Ian Bicking: the old part of his blog

Testing Install Procedures

I've been trying to test installation procedures for Paste as I get ready for a release. This is hard, because I've installed everything piecewise as I've been doing development.

So I've created a script to set up a non-root installation of Python, suitable for testing installation procedures. It follows the instructions located in the setuptools documentation; it's located in non_root_python.py.

To do testing I've created a new user on my system, so I don't mix things up with my normal development, and so I have nothing to lose. Then I use it like:

/usr/bin/python non_root_python.py --no-site-packages --clear

In the process it copies (symlinks) the standard library into ~/lib/pythonX.Y (and site-packages unless you use --no-site-packages).

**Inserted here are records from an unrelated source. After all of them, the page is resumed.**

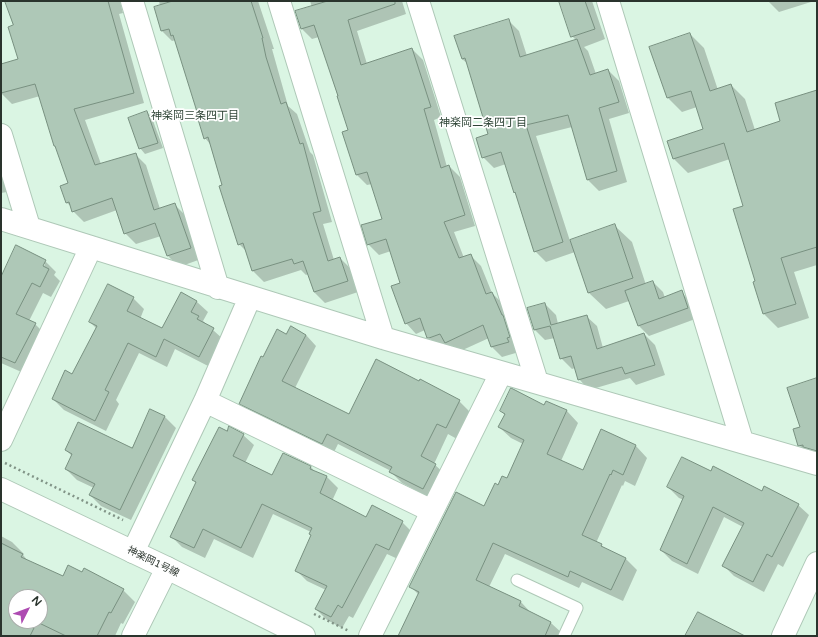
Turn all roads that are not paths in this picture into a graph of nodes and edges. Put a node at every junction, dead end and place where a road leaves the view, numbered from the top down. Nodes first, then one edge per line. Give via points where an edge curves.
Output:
1 (132, 1) edge
2 (279, 1) edge
3 (418, 1) edge
4 (608, 1) edge
5 (1, 135) edge
6 (1, 219) edge
7 (29, 227) junction
8 (91, 247) junction
9 (218, 288) junction
10 (250, 298) junction
11 (383, 338) junction
12 (501, 373) junction
13 (537, 382) junction
14 (205, 401) junction
15 (1, 440) edge
16 (742, 441) junction
17 (817, 464) edge
18 (1, 489) edge
19 (432, 511) junction
20 (133, 552) junction
21 (817, 563) edge
22 (167, 568) junction
23 (517, 580) dead end
24 (133, 636) edge
25 (304, 636) edge
26 (370, 636) edge
27 (564, 636) edge
28 (783, 636) edge

1 - 9 street
2 - 11 street
3 - 13 street
4 - 16 street
5 - 7 street
6 - 7 street
7 - 8 street
8 - 9 street
8 - 15 street
9 - 10 street
10 - 11 street
10 - 14 street
11 - 12 street
12 - 13 street
12 - 19 street
13 - 16 street
14 - 19 street
14 - 20 street
16 - 17 street
18 - 20 street, 神楽岡1号線
19 - 26 street
20 - 22 street, 神楽岡1号線
21 - 28 street
22 - 24 street
22 - 25 street, 神楽岡1号線
23 - 27 lane via 577,608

The --clear argument can be used to reset the system quickly, so you can restart your installation process from zero.

I also use --include-package=sqlite --include-package=_sqlite to copy those modules/packages from site-packages, because easy_install doesn't install pysqlite very well.

You have to make sure ~/bin is first in your $PATH, but it's pretty straight-forward. I'll have to test the Windows installation procedure later.

Created 26 Sep '05

Comments:

This whole project sounds so cool. I agree with the people who think you're taking python to the next level of usability and power. Very impressive work. Thank you.

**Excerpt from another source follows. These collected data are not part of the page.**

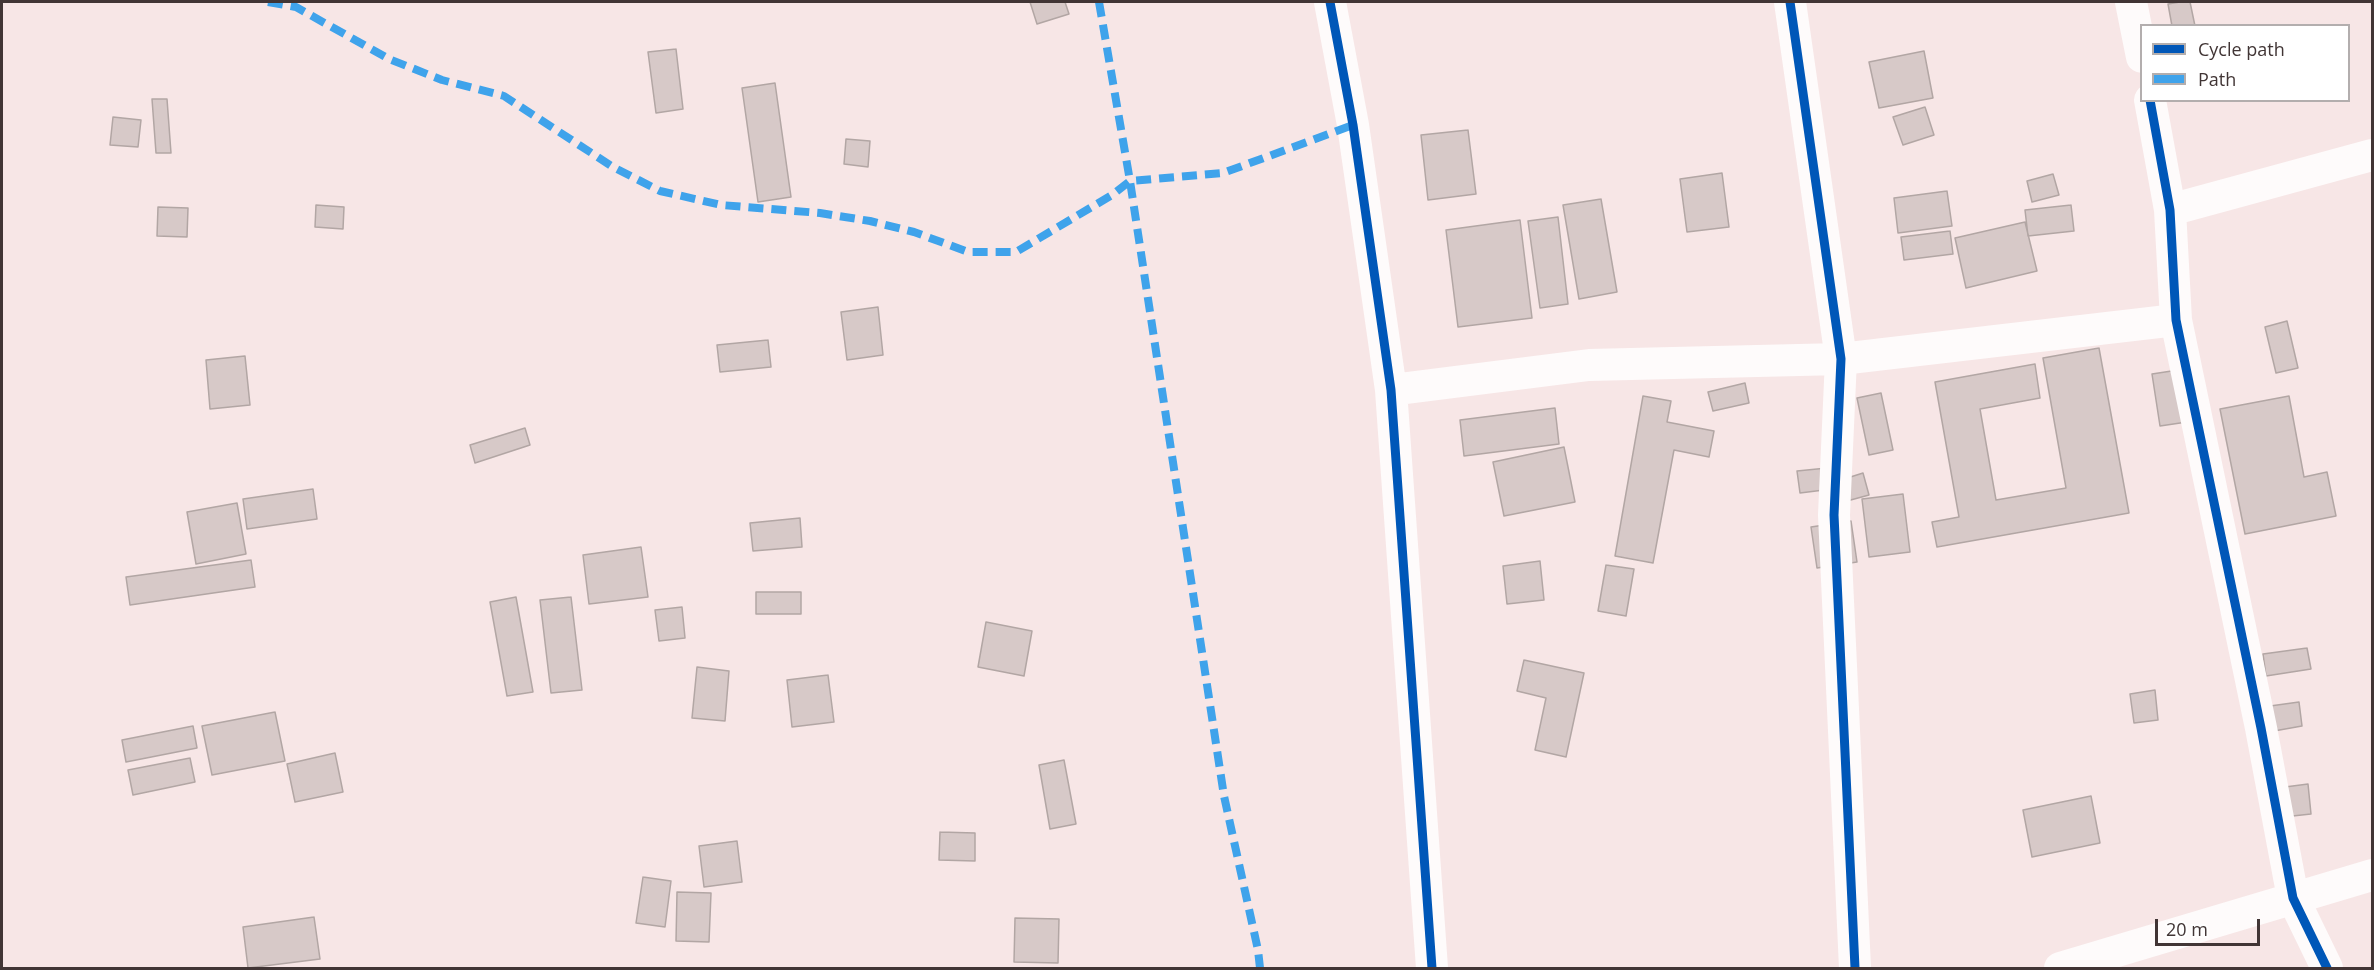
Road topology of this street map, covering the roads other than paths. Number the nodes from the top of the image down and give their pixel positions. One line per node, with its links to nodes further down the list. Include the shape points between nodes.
1 (1330, 2): 10 (street, via 1353,125)
2 (1790, 2): 9 (street)
3 (2131, 2): 4 (street)
4 (2140, 47)
5 (2150, 102): 7 (street)
6 (2373, 155): 7 (street)
7 (2170, 210): 8 (street)
8 (2176, 320): 9 (street); 12 (street)
9 (1841, 359): 10 (street, via 1589,365); 14 (street, via 1834,515)
10 (1390, 390): 13 (street)
11 (2373, 875): 12 (street)
12 (2293, 898): 15 (street); 16 (street)
13 (1432, 969)
14 (1855, 969)
15 (2060, 969)
16 (2327, 969)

I just have to find the time to figure out just what it is you're actually doing <g>. (I know the basics from following this blog. I mean actually finding the time to do those detail tasks like RTFM/browse the source code and examples to learn how to really use this beast).

# Bob Joad

Hello, Ian.

I'm on a Windows XP box and 'd like to trial your installation procedure.

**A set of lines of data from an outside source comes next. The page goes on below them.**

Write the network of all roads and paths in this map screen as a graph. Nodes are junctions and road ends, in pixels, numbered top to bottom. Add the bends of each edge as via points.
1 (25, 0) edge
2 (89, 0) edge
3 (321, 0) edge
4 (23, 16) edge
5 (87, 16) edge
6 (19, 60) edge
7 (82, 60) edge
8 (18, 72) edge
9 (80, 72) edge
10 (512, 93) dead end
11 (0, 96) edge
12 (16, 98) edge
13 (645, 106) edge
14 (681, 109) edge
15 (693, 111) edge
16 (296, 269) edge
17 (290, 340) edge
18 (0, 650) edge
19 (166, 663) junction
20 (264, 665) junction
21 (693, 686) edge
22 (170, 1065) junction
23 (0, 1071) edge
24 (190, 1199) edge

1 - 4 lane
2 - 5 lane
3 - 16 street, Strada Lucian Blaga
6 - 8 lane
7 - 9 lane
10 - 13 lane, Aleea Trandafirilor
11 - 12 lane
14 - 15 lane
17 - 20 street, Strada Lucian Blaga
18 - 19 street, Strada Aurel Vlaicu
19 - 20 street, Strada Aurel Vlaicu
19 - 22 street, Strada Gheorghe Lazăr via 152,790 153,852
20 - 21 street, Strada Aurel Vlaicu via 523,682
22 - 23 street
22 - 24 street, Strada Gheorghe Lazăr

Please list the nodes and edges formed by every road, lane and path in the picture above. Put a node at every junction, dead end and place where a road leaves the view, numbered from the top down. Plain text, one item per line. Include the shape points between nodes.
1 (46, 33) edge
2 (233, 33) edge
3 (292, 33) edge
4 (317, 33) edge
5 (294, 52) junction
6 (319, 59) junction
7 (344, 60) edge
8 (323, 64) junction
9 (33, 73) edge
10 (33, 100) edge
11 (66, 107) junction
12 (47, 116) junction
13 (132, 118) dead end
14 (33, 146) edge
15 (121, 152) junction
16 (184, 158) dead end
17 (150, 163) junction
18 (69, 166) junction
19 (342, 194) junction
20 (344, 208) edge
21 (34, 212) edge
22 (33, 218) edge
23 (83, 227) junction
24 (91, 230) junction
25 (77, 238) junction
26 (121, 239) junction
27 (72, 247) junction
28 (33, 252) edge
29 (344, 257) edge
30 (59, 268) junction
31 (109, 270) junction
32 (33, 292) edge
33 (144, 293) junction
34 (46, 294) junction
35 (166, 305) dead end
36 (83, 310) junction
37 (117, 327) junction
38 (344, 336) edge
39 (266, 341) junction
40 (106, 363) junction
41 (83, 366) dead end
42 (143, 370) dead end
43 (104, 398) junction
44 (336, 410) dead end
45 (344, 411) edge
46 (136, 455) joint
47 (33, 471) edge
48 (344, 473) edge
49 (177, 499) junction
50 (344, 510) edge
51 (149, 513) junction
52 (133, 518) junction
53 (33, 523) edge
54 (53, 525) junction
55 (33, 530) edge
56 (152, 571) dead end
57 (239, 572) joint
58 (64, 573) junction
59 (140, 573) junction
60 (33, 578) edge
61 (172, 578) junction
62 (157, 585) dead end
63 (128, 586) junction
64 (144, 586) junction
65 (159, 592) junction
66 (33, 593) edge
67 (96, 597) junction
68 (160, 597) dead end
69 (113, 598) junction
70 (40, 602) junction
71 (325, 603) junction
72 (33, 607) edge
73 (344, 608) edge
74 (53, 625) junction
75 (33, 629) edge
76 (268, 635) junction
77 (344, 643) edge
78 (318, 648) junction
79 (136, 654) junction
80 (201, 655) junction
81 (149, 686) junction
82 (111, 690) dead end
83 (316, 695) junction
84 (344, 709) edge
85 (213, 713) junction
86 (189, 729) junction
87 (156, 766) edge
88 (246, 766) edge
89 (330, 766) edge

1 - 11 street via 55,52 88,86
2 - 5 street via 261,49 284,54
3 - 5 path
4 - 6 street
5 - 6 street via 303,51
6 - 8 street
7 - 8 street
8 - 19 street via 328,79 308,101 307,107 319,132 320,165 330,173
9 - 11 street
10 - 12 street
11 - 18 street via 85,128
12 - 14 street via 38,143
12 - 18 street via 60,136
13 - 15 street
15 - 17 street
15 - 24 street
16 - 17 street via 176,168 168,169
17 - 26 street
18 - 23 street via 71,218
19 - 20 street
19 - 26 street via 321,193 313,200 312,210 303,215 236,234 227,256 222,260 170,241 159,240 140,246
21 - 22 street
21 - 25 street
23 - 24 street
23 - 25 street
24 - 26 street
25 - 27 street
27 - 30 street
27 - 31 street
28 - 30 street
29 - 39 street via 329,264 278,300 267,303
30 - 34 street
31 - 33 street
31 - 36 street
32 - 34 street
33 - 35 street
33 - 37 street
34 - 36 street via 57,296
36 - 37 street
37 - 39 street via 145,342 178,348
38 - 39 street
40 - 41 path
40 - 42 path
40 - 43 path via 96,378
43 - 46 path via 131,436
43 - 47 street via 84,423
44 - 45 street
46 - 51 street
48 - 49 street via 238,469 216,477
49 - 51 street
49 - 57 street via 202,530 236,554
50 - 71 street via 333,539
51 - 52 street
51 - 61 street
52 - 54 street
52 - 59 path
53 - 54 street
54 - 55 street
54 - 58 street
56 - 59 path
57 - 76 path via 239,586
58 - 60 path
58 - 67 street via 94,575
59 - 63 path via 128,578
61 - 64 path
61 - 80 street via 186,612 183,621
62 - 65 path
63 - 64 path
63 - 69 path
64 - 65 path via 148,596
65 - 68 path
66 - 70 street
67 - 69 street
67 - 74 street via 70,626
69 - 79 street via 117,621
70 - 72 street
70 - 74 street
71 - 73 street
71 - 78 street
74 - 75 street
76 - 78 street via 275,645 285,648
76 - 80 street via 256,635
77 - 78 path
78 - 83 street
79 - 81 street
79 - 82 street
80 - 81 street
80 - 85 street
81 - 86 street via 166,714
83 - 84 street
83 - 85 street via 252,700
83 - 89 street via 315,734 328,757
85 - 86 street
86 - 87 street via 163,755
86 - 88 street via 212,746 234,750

Should I just use trunk from SVN?

# Max Ischenko

Hi Max. The instructions in this document should more-or-less work, including installing the application itself; that would be a good place to start:

http://svn.pythonpaste.org/Paste/apps/Todo_SQLObject_ZPT/trunk/docs/index.txt

The Subversion repository will be moving around a little (probably tonight) as I put in place the newly refactored core Paste project.

# Ian Bicking

And definitely tell me how it goes, I'm quite curious. Platform issues always catch me where I least expect them.

# Ian Bicking

Hmm, I wanted to start simple, but the following command failed:

D:\Projects\3rd-party\paste\bin>easy_install.py -v -f http://pythonpaste.org/package_index.html \
   --script-dir=bin    PasteWebKit ZPTKit 'SQLObject>=0.7a' WSGIUtils
error: Could not find distribution for Requirement('PasteWebKit', [], ())

I checked package index by hand, it looks fine.

# Max Ischenko

We've done something remotely like this in PDK. Our acceptance test framework runs each test in a freshly installed sandbox. The sandbox is a temporary directory and the process running in the sandbox has PATH and PYTHONPATH set.

Our system is written in bash. Bash has been a nice choice for us as our application is command line based. What better test environment than the shell? The framework is just a quick hack that I knocked out. It has been expanded to run tests in parallel, have pretty green/read pass/fail indicators, etc.

The best thing I did was _not_ log output from the tests by default. Because of that debugging is often as simple as placing a sh invocation in the middle of a test. That gives you an interactive shell in the sandbox at the requested point. This is so convenient that I don't run pdk from my development directory. I virtually always invoke it from an acceptance test sandbox.